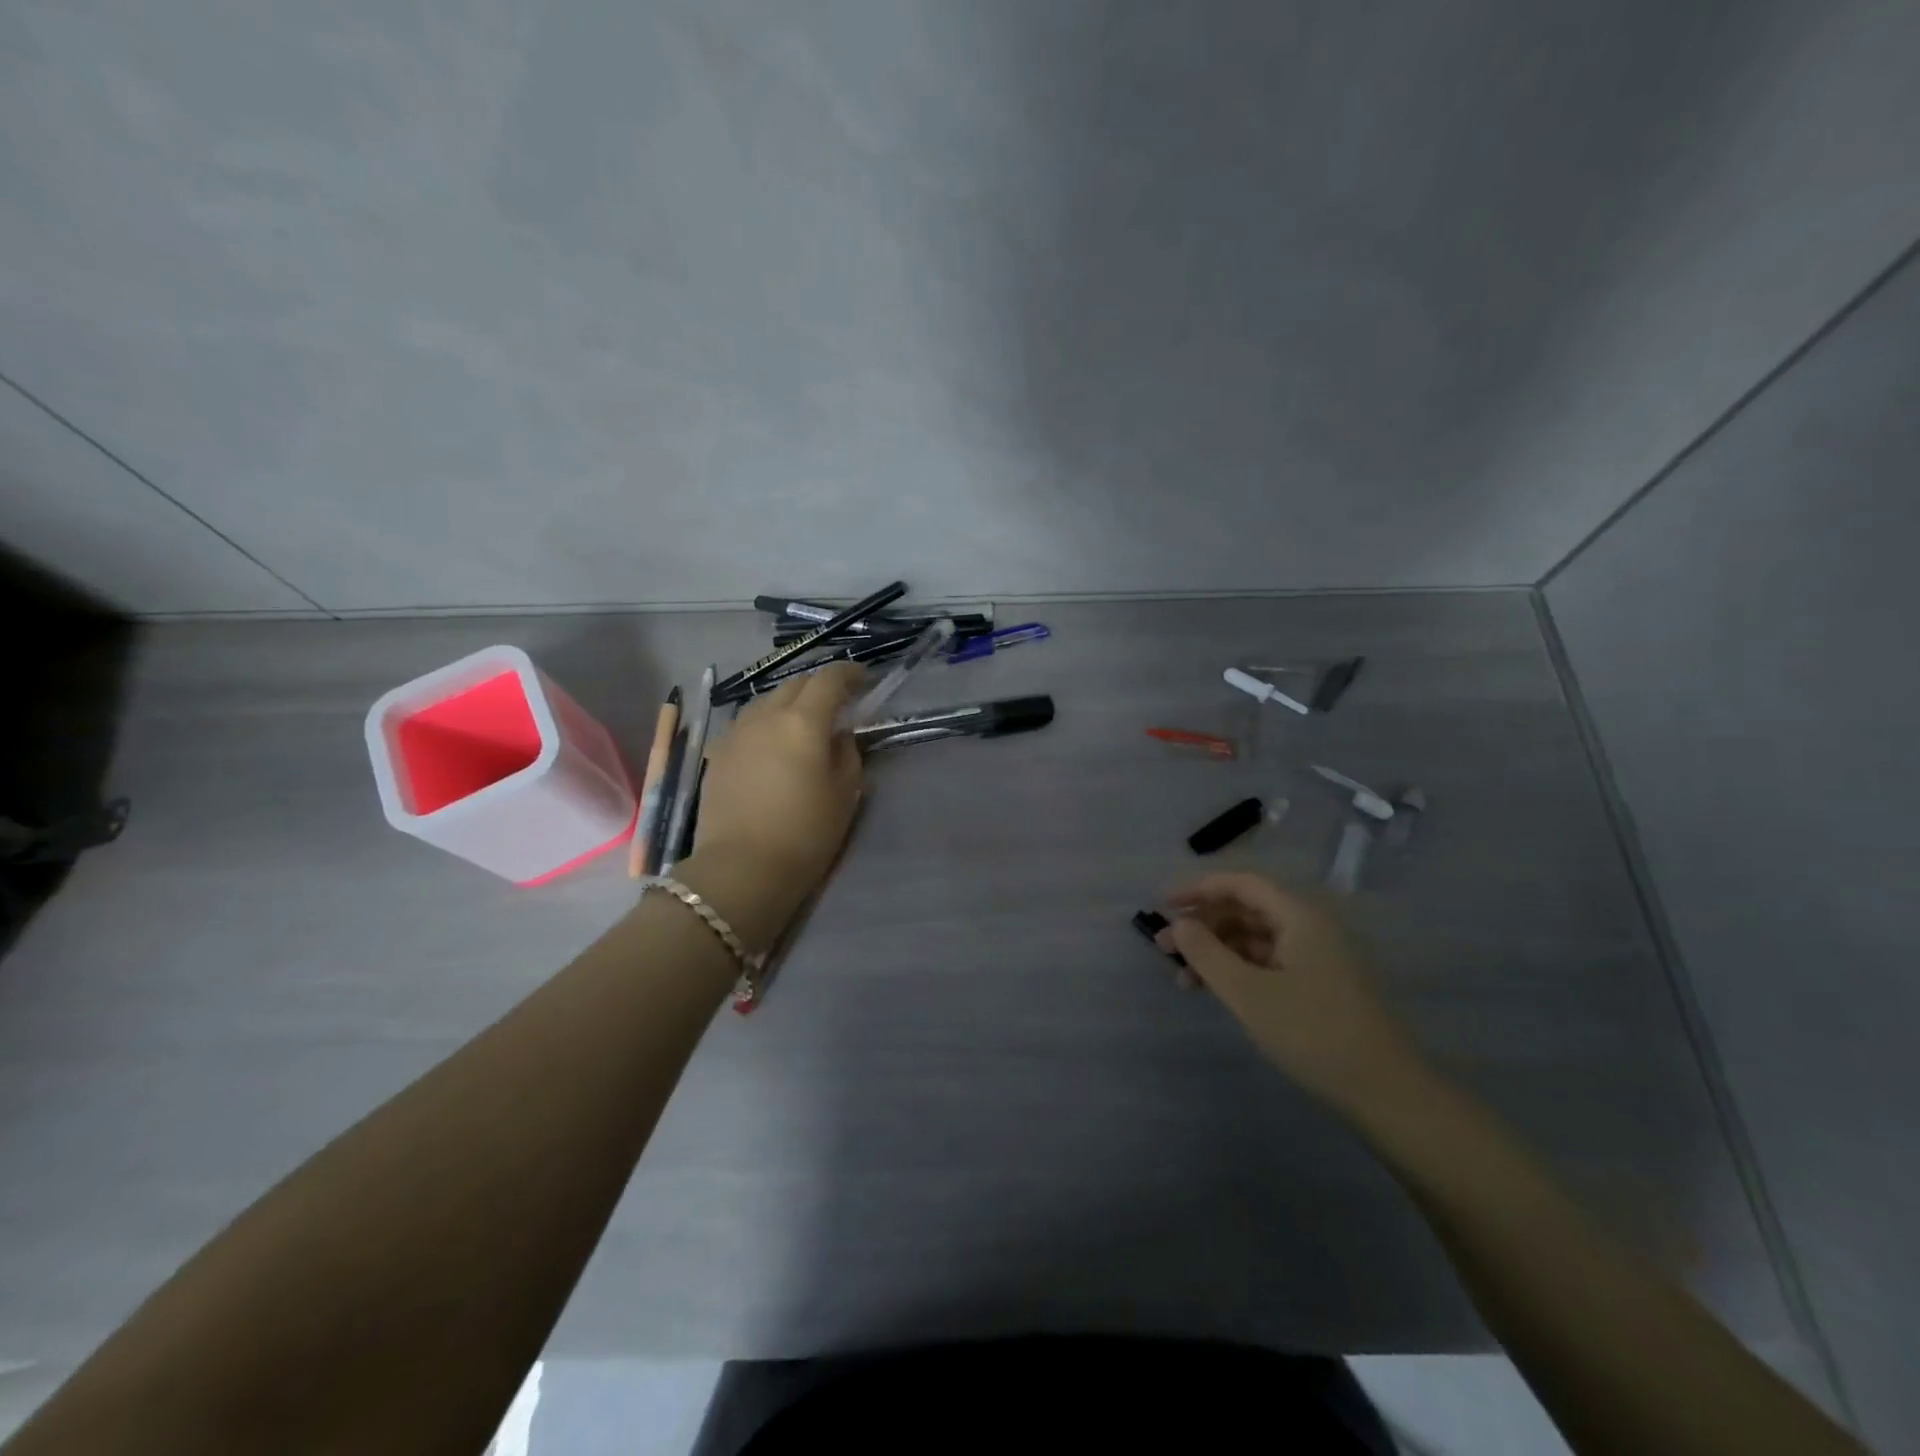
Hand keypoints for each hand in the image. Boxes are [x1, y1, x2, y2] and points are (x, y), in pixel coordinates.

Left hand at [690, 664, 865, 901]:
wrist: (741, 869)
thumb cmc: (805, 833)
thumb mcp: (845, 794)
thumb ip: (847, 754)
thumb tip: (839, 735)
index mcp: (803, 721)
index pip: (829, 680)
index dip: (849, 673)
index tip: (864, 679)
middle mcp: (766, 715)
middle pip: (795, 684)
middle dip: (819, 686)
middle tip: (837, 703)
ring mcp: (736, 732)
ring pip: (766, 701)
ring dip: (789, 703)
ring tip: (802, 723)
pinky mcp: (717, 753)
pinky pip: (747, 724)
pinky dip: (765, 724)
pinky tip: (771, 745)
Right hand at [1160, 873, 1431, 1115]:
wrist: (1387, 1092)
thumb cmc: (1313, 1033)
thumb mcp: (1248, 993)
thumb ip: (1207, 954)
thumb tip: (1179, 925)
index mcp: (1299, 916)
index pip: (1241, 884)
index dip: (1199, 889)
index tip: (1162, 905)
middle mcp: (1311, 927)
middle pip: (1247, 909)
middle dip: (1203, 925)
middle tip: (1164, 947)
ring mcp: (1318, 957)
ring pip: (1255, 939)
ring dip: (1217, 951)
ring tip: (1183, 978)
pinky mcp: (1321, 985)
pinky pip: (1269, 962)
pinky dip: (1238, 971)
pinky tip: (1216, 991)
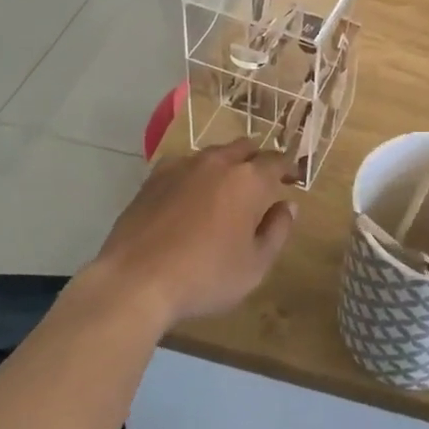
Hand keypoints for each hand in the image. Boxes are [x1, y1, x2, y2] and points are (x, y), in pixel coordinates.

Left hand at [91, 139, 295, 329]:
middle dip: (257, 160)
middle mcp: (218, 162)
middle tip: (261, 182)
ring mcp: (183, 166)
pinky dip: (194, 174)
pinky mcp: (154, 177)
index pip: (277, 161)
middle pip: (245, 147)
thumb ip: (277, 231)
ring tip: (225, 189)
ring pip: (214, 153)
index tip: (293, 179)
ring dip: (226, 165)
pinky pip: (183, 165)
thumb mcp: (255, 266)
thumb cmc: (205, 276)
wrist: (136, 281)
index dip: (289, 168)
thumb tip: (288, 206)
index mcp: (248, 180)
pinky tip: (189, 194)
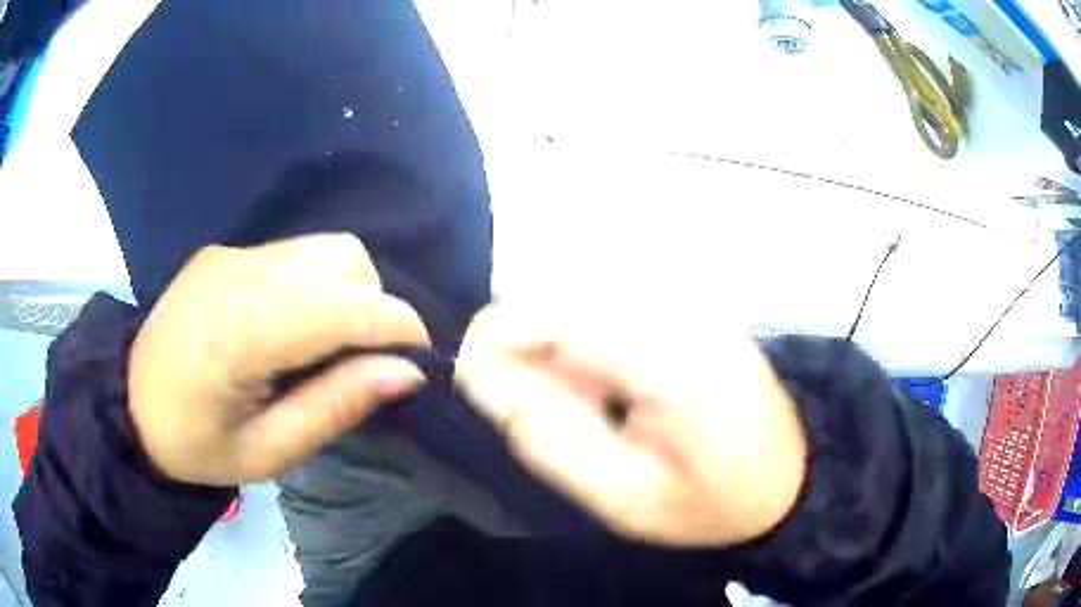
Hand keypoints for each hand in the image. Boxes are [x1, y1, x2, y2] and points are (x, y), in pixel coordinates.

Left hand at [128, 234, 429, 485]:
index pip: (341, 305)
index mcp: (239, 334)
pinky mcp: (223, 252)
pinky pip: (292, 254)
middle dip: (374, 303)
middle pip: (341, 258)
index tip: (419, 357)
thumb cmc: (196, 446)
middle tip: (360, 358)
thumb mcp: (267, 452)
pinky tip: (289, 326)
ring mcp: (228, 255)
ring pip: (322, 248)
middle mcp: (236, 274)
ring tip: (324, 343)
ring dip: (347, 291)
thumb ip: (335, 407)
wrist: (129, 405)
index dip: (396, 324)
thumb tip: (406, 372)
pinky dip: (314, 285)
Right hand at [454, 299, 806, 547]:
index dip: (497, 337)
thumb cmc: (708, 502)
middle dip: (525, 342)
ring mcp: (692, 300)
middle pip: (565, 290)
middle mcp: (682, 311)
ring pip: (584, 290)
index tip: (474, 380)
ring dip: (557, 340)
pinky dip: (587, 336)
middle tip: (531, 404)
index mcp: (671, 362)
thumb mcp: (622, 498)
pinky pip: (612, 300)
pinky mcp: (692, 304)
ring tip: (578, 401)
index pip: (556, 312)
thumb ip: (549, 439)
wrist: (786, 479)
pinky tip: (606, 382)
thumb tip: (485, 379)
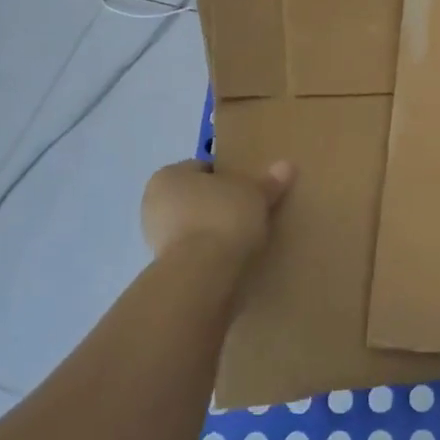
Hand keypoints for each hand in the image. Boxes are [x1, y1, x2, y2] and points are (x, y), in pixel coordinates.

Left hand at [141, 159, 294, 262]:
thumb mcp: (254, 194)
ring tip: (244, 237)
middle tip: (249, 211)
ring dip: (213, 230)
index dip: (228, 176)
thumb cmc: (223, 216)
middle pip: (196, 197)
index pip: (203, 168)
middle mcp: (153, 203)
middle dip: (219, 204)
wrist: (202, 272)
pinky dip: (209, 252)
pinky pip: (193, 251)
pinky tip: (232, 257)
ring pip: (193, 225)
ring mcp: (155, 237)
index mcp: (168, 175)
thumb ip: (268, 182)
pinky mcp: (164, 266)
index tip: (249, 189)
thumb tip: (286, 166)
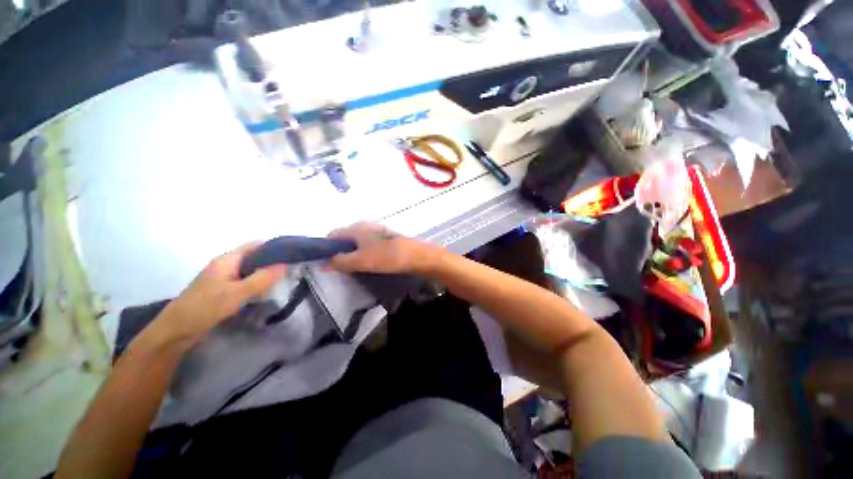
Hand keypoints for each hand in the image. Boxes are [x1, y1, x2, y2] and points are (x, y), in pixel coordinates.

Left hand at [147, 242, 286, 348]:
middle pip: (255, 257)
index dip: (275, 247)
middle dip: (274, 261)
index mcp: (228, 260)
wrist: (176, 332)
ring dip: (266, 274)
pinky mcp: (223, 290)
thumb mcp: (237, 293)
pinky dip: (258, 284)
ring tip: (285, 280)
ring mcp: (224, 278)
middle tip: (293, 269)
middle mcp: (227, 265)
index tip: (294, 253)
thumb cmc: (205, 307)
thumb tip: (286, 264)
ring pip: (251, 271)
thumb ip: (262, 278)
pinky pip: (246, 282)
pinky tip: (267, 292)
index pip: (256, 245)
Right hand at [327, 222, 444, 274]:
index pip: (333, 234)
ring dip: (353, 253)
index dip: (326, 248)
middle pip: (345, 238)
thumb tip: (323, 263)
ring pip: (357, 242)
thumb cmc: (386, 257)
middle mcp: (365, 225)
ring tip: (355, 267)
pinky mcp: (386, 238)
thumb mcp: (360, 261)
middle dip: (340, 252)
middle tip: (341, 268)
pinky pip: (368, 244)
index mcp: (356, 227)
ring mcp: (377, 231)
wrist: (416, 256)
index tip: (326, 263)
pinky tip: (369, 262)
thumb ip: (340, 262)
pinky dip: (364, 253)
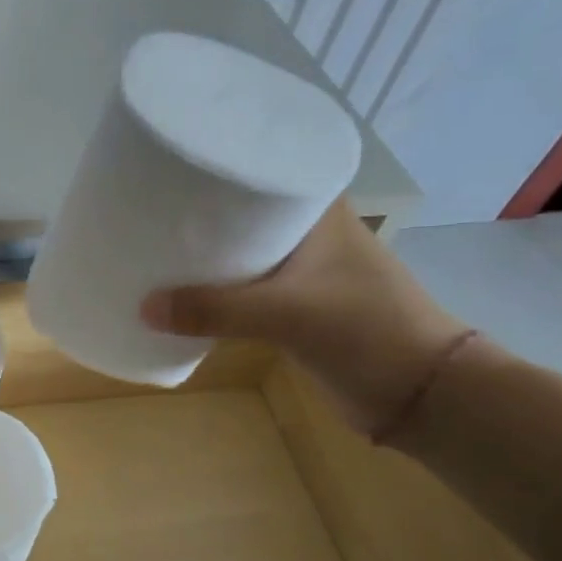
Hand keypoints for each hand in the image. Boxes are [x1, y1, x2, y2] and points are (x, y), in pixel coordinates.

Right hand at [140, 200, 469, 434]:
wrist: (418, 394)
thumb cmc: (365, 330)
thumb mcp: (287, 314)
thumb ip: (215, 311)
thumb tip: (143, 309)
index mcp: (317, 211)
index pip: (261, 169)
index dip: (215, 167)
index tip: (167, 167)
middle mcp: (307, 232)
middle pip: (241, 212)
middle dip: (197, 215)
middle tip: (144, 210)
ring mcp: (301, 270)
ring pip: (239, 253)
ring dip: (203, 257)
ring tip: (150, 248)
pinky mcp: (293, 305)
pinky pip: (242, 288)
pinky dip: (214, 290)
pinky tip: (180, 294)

════════════════

> [Assigned task]
All lines in the data that contain the word "Left" should be copied.

> [Answer to the problem]
Left hand at [690, 664, 865, 901]:
Left hand at [91, 139, 295, 329]:
Left hand at [128, 234, 429, 485]:
Left hand at [141, 159, 294, 262]:
Left hand at [147, 242, 286, 348]:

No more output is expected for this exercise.